Por: Yulendys Jorge Valerio
Una fecha para la historia
El martes 21 de abril del año 2009 República Dominicana se convirtió en el primer país que plantea el tema del aborto en su Constitución estableciendo que “El derecho a la vida es inviolable desde la concepción hasta la muerte. No podrá establecerse, pronunciarse ni aplicarse, en ningún caso, la pena de muerte”.
Este artículo, sometido por el Poder Ejecutivo, fue aprobado por 167 de 199 asambleístas de los partidos Reformista Social Cristiano (PRSC), de la Liberación Dominicana (PLD) y Revolucionario Dominicano (PRD).

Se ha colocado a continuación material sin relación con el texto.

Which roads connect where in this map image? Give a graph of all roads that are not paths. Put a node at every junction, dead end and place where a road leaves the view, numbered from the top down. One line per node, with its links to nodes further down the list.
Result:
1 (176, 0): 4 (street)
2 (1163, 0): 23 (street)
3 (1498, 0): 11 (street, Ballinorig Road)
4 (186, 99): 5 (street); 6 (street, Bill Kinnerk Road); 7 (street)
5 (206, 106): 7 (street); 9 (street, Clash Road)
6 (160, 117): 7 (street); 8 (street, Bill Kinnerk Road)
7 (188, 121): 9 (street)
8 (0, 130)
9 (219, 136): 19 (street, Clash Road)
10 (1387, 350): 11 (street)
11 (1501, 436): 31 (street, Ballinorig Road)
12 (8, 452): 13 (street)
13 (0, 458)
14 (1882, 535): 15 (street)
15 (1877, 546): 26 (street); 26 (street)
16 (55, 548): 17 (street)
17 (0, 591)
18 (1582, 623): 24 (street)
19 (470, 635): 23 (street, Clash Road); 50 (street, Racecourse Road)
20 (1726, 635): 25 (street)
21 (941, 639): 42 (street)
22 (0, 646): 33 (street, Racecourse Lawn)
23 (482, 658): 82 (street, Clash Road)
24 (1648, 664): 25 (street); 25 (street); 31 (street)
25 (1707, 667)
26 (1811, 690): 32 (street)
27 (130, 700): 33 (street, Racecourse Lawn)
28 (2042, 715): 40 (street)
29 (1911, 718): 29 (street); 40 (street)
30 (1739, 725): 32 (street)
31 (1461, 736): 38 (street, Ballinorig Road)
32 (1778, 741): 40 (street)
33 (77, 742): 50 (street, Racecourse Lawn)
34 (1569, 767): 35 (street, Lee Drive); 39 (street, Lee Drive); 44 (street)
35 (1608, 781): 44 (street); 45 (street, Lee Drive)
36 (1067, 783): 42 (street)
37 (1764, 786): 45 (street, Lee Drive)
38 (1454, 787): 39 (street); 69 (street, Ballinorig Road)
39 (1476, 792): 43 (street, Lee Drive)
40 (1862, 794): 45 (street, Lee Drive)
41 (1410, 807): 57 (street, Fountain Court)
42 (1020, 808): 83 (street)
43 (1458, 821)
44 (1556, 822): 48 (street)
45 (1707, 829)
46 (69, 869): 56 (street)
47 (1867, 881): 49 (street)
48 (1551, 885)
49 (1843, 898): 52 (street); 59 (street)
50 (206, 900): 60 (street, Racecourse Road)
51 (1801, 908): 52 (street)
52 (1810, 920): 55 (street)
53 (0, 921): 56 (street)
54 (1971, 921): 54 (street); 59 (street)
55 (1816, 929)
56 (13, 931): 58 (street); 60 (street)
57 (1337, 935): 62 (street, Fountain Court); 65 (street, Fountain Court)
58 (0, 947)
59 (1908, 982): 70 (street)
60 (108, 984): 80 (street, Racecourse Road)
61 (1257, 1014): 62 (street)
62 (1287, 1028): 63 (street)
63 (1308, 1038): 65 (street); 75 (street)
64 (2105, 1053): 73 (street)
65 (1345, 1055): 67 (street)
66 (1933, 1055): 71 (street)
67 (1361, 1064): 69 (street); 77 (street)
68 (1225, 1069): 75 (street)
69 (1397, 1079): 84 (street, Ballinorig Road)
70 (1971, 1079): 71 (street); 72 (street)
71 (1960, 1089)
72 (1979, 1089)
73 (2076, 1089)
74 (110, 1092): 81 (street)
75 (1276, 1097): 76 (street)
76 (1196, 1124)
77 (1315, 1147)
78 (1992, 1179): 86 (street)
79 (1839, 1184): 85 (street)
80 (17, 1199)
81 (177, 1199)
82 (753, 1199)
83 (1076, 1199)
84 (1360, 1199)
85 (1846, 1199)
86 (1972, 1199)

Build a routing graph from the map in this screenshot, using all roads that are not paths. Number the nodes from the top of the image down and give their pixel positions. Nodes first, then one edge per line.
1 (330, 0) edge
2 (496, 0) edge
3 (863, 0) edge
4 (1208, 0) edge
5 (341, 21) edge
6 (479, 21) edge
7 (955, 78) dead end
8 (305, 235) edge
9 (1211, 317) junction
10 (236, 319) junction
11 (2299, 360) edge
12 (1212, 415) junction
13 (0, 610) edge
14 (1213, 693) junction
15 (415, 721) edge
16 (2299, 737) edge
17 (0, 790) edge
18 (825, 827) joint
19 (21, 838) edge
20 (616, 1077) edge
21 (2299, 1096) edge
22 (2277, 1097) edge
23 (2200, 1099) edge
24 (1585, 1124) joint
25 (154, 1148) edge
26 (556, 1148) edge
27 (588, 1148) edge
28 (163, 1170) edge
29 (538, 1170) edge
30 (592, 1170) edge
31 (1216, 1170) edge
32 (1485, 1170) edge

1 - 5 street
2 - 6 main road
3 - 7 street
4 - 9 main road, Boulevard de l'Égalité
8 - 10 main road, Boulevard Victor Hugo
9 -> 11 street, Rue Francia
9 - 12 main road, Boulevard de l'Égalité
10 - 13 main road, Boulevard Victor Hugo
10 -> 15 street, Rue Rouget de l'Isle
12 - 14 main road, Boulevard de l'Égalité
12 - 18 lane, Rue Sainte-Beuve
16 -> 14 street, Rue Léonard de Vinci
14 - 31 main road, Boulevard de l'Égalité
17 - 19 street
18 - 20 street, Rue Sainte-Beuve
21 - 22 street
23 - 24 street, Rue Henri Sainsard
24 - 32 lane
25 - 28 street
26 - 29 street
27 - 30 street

Este artículo se aprueba en el tercer gobierno (segundo consecutivo) de Leonel Fernández Reyna, un mandatario que se proyecta como el súmmum del pensamiento democrático, de la modernidad y del desarrollo dominicano.
¡Bienvenidos a bordo!, este martes 21 de abril de 2009 hemos abordado el tren del retroceso, no solo en el campo de las leyes, de la justicia, sino en otro mucho más extenso y complicado terreno: el que compete a los seres humanos, de cuya especie forma parte la mujer a pesar de que algunos se les escapa; y no hay que obviar las implicaciones que tendrá para la ciencia y la investigación en el campo de la salud humana.
Me parece inconcebible que un presidente con el bagaje de cumbres internacionales, y propenso a responder los planteamientos básicos y tácitos de esta sociedad en foros y coloquios, haya desterrado la discusión sobre las implicaciones de este artículo a su principal víctima: la mujer dominicana.
Con este artículo el presidente Leonel Fernández y los legisladores que le aprobaron su proyecto, apoyan el incesto y aplica una condena de muerte a las mujeres que por complicaciones de salud no pueden completar un ciclo de embarazo deseado, y a aquellas que deciden abortar clandestinamente porque no soportan la carga sicológica ni emocional de llevar en su vientre la hija o el hijo de un violador.